Discuss the following questions as a group. Professor Rao will visit each group to help clarify any questions you may have. Nominate a member of your group to communicate your thoughts/conclusions to the class as a whole when we reconvene.

Measuring discrimination

1. What data would you use to determine whether educational inequality was causing racial income inequality?
  1. What variables would you need? What would the unit of observation be?
  2. How would you measure whether educational inequality could explain all of the observed racial income inequality?
  3. What kinds of inferential challenges might you run into?
2. Researchers like Charette argue that housing segregation drives educational inequality. How would you construct a variable measuring the degree of racial housing segregation in a city? How about in a neighborhood?
  1. What variables would you need?
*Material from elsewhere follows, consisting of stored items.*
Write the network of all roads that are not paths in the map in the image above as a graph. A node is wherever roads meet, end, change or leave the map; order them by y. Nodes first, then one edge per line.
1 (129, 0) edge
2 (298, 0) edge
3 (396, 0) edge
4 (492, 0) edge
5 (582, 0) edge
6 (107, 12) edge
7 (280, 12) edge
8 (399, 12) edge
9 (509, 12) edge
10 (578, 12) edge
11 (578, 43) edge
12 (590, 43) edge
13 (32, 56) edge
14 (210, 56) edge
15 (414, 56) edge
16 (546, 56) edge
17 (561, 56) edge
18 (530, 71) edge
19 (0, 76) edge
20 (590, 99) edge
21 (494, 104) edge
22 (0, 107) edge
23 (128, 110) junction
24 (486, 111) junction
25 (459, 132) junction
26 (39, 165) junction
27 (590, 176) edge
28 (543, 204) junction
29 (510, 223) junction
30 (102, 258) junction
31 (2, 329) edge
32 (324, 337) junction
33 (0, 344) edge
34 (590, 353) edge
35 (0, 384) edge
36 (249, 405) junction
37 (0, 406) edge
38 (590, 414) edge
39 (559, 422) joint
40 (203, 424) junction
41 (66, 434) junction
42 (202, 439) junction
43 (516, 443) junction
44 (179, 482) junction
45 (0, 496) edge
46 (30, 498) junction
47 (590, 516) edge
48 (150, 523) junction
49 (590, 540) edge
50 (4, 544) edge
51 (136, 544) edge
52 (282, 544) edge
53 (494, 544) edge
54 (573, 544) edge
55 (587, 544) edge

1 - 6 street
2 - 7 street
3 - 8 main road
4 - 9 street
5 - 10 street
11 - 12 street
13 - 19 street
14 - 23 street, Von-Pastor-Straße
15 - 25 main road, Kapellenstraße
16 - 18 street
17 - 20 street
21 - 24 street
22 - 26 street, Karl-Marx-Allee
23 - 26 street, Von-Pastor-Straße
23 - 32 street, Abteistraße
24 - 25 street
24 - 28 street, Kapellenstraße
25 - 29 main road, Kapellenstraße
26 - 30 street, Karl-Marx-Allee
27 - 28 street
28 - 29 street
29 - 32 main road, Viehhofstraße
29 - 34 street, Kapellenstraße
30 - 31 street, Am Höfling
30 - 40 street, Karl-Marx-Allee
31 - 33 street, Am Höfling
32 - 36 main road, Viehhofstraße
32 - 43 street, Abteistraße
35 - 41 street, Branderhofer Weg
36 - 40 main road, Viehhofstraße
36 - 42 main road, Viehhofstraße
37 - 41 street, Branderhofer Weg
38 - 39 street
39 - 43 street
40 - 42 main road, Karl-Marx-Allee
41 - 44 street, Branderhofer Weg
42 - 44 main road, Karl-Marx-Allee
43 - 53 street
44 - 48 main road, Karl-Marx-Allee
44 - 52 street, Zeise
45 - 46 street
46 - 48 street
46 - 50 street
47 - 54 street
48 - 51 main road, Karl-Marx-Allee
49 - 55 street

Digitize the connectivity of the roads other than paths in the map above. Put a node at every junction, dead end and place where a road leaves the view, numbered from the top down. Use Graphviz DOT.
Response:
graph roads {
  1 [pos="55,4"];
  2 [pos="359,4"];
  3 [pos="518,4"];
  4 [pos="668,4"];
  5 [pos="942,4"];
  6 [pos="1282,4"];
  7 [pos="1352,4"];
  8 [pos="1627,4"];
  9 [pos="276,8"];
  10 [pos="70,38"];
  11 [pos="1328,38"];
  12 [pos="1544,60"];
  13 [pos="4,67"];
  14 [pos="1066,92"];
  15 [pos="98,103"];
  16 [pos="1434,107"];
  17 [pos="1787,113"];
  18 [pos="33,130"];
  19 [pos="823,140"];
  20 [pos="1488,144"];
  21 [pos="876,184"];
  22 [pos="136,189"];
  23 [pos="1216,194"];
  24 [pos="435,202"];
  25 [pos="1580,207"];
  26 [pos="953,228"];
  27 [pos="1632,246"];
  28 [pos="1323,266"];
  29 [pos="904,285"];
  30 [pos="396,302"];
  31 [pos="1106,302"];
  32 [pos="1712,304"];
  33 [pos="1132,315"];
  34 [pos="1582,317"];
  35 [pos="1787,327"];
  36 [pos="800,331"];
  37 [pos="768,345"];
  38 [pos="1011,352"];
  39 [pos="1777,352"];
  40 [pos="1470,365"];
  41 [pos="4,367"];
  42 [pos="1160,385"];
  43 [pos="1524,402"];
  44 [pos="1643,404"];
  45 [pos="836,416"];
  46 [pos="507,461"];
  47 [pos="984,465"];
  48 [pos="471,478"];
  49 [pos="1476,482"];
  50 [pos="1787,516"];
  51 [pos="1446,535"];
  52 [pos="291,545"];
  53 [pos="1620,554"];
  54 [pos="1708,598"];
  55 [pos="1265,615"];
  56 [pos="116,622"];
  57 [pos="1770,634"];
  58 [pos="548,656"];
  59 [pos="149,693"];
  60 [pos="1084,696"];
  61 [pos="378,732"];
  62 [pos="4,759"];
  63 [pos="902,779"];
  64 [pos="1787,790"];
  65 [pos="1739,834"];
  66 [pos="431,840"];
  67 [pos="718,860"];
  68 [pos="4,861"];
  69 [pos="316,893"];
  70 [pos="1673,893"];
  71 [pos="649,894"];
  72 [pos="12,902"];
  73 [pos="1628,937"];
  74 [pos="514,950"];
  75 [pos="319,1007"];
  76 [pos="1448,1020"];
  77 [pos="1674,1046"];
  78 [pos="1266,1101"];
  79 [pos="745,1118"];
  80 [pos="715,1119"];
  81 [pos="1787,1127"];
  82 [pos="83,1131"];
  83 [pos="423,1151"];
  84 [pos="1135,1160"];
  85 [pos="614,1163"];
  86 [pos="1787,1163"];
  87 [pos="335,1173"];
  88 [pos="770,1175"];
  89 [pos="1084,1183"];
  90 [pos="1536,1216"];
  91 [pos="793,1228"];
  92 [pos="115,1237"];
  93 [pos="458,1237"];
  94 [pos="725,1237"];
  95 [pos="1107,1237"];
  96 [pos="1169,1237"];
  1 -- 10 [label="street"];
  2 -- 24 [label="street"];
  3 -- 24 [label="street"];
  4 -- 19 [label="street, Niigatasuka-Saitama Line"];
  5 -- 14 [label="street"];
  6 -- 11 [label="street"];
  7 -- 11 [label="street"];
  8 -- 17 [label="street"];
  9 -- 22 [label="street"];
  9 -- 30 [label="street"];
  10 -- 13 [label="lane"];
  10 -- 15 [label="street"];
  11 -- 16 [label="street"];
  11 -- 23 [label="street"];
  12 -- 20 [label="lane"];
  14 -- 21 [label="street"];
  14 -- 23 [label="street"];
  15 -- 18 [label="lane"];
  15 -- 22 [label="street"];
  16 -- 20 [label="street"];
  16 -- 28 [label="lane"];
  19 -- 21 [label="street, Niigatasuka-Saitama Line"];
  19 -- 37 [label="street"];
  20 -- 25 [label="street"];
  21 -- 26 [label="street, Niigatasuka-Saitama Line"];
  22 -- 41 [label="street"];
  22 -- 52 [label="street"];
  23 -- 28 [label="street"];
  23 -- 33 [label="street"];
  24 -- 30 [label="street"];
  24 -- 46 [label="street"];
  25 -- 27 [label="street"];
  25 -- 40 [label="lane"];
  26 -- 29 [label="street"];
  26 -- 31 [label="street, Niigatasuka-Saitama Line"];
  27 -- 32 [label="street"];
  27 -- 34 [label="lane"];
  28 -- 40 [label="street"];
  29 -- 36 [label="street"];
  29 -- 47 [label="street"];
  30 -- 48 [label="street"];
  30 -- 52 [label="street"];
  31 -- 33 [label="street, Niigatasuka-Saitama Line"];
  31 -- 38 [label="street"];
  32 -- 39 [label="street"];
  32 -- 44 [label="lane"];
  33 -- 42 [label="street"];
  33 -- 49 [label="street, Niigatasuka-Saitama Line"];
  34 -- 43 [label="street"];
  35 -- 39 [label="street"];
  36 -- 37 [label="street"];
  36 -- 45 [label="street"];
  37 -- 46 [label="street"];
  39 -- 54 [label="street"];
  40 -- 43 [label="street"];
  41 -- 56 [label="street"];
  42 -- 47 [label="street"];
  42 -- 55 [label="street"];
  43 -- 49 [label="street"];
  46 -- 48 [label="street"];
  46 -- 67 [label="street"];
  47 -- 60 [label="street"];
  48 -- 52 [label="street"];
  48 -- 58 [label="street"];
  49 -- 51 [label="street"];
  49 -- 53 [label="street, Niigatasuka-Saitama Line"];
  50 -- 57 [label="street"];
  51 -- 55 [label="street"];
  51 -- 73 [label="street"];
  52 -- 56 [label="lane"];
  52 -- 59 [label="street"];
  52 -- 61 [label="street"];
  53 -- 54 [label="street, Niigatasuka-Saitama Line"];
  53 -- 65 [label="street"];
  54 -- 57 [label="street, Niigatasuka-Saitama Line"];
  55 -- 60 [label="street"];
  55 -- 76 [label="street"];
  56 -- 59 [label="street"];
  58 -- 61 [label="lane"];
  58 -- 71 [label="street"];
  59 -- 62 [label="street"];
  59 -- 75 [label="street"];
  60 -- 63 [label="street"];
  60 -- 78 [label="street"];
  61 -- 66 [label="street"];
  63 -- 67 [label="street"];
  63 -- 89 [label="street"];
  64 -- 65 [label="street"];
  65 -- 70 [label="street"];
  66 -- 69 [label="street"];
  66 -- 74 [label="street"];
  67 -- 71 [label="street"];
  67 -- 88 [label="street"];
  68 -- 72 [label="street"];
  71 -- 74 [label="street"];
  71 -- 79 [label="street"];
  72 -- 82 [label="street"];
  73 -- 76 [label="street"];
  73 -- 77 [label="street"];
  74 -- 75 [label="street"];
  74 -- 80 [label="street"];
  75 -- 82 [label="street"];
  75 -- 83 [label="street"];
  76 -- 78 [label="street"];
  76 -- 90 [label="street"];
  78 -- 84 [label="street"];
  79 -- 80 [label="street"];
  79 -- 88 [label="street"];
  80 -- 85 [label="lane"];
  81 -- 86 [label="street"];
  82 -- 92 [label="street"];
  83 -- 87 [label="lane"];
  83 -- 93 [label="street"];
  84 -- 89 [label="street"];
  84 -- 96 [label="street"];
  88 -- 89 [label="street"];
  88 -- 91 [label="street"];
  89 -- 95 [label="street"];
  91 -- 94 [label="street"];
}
What would the unit of observation be?
  2. What values does your new variable take? What are its units?
  3. Is it numerical or categorical? Continuous or discrete?
3. Suppose you were unable to run a randomized control trial to measure the effect of housing segregation on educational inequality. What data would you need to measure how much educational inequality is attributable to housing segregation over time?
  1. What variables would you need? What would the unit of observation be?
  2. How would you use that data to measure the causal effect of housing segregation on educational inequality?
  3. What challenges might you run into?